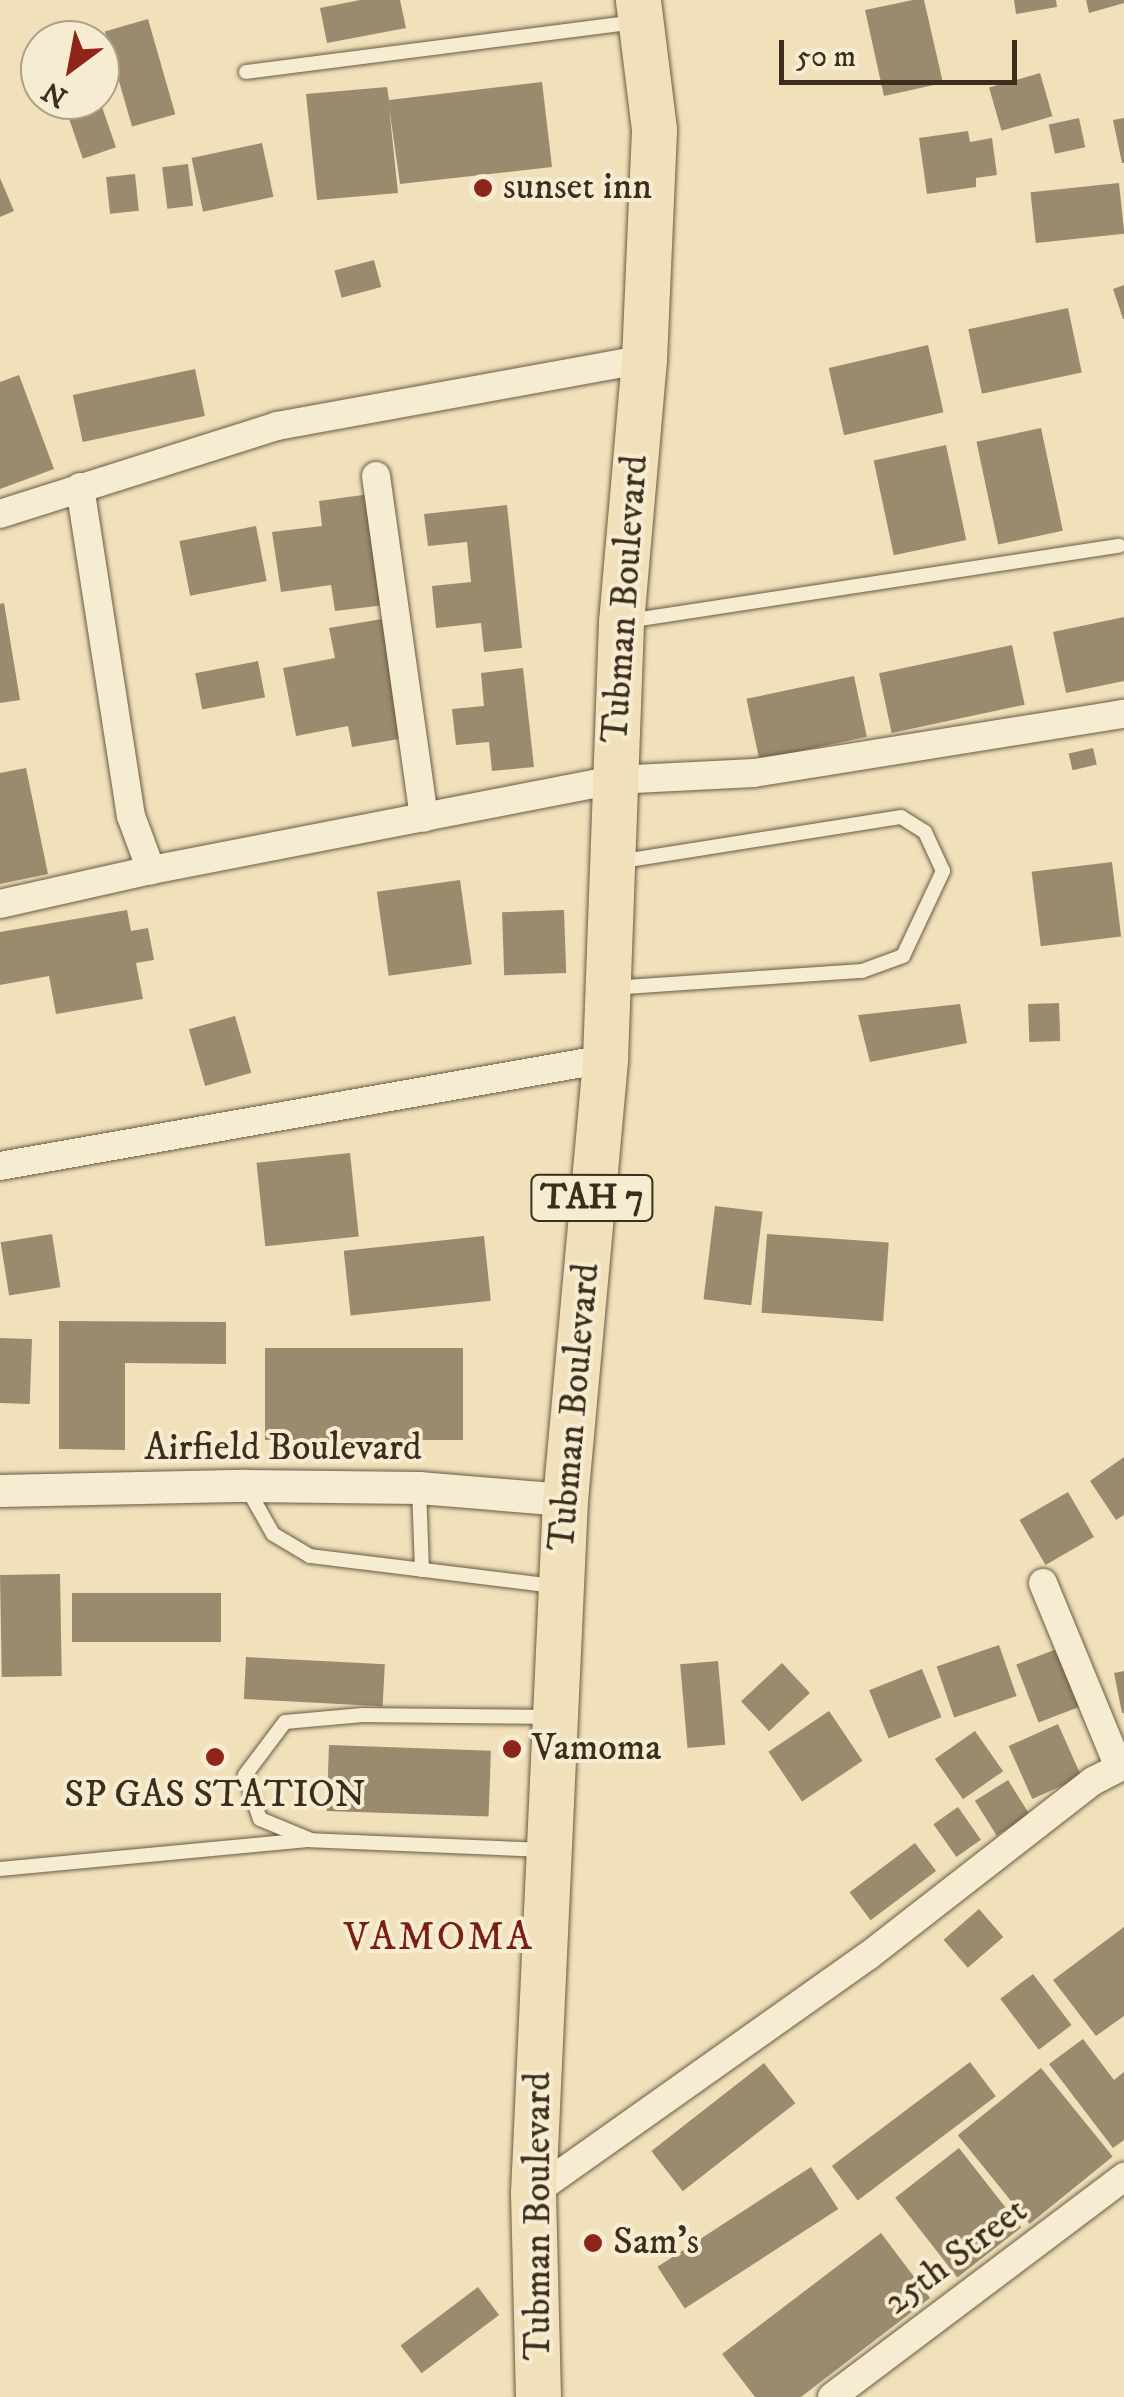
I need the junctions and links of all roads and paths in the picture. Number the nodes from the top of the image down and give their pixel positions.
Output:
1 (639, 11) edge
2 (246, 72) dead end
3 (644, 359) junction
4 (376, 476) dead end
5 (80, 487) junction
6 (0, 514) edge
7 (1120, 546) dead end
8 (621, 622) junction
9 (1124, 714) edge
10 (614, 780) junction
11 (424, 818) junction
12 (614, 863) junction
13 (151, 870) junction
14 (0, 904) edge
15 (606, 988) junction
16 (605, 1060) junction
17 (0, 1166) edge
18 (246, 1486) junction
19 (419, 1488) junction
20 (0, 1490) edge
21 (564, 1500) junction
22 (422, 1570) junction
23 (1043, 1583) dead end
24 (561, 1586) junction
25 (556, 1717) junction
26 (1122, 1766) edge
27 (311, 1840) junction
28 (550, 1850) junction
29 (0, 1869) edge
30 (1124, 2176) edge
31 (533, 2192) junction
32 (538, 2397) edge
33 (832, 2397) edge

1 - 2 lane
1 - 3 highway, Tubman Boulevard / TAH 7
3 - 5 street
3 - 8 highway, Tubman Boulevard / TAH 7
4 - 11 street
5 - 6 street
5 - 13 street
7 - 8 lane
8 - 10 highway, Tubman Boulevard / TAH 7
9 - 10 street
10 - 11 street
10 - 12 highway, Tubman Boulevard / TAH 7
11 - 13 street
12 - 15 highway, Tubman Boulevard / TAH 7
12 - 15 lane
13 - 14 street
15 - 16 highway, Tubman Boulevard / TAH 7
16 - 17 street
16 - 21 highway, Tubman Boulevard / TAH 7
18 - 19 street, Airfield Boulevard
18 - 20 street, Airfield Boulevard
18 - 22 lane
19 - 21 street, Airfield Boulevard
19 - 22 lane
21 - 24 highway, Tubman Boulevard / TAH 7
22 - 24 lane
23 - 26 street
24 - 25 highway, Tubman Boulevard / TAH 7
25 - 27 lane
25 - 28 highway, Tubman Boulevard / TAH 7
26 - 31 street
27 - 28 lane
27 - 29 lane
28 - 31 highway, Tubman Boulevard / TAH 7
30 - 33 street, 25th Street
31 - 32 highway, Tubman Boulevard / TAH 7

********

_Task statement:_ Output the data above without changes, apart from leaving out the pictures.

_Solution to the problem:_
I need the junctions and links of all roads and paths in the picture. Number the nodes from the top of the image down and give their pixel positions.
Output:
1 (639, 11) edge
2 (246, 72) dead end
3 (644, 359) junction
4 (376, 476) dead end
5 (80, 487) junction
6 (0, 514) edge
7 (1120, 546) dead end
8 (621, 622) junction
9 (1124, 714) edge
10 (614, 780) junction
11 (424, 818) junction
12 (614, 863) junction
13 (151, 870) junction
14 (0, 904) edge
15 (606, 988) junction
16 (605, 1060) junction
17 (0, 1166) edge
18 (246, 1486) junction
19 (419, 1488) junction
20 (0, 1490) edge
21 (564, 1500) junction
22 (422, 1570) junction
23 (1043, 1583) dead end
24 (561, 1586) junction
25 (556, 1717) junction
26 (1122, 1766) edge
27 (311, 1840) junction
28 (550, 1850) junction
29 (0, 1869) edge
30 (1124, 2176) edge
31 (533, 2192) junction
32 (538, 2397) edge
33 (832, 2397) edge

1 - 2 lane
1 - 3 highway, Tubman Boulevard / TAH 7
3 - 5 street
3 - 8 highway, Tubman Boulevard / TAH 7
4 - 11 street
5 - 6 street
5 - 13 street
7 - 8 lane
8 - 10 highway, Tubman Boulevard / TAH 7
9 - 10 street
10 - 11 street
10 - 12 highway, Tubman Boulevard / TAH 7
11 - 13 street
12 - 15 highway, Tubman Boulevard / TAH 7
12 - 15 lane
13 - 14 street
15 - 16 highway, Tubman Boulevard / TAH 7
16 - 17 street
16 - 21 highway, Tubman Boulevard / TAH 7
18 - 19 street, Airfield Boulevard
18 - 20 street, Airfield Boulevard
18 - 22 lane
19 - 21 street, Airfield Boulevard
19 - 22 lane
21 - 24 highway, Tubman Boulevard / TAH 7
22 - 24 lane
23 - 26 street
24 - 25 highway, Tubman Boulevard / TAH 7
25 - 27 lane
25 - 28 highway, Tubman Boulevard / TAH 7
26 - 31 street
27 - 28 lane
27 - 29 lane
28 - 31 highway, Tubman Boulevard / TAH 7
30 - 33 street, 25th Street
31 - 32 highway, Tubman Boulevard / TAH 7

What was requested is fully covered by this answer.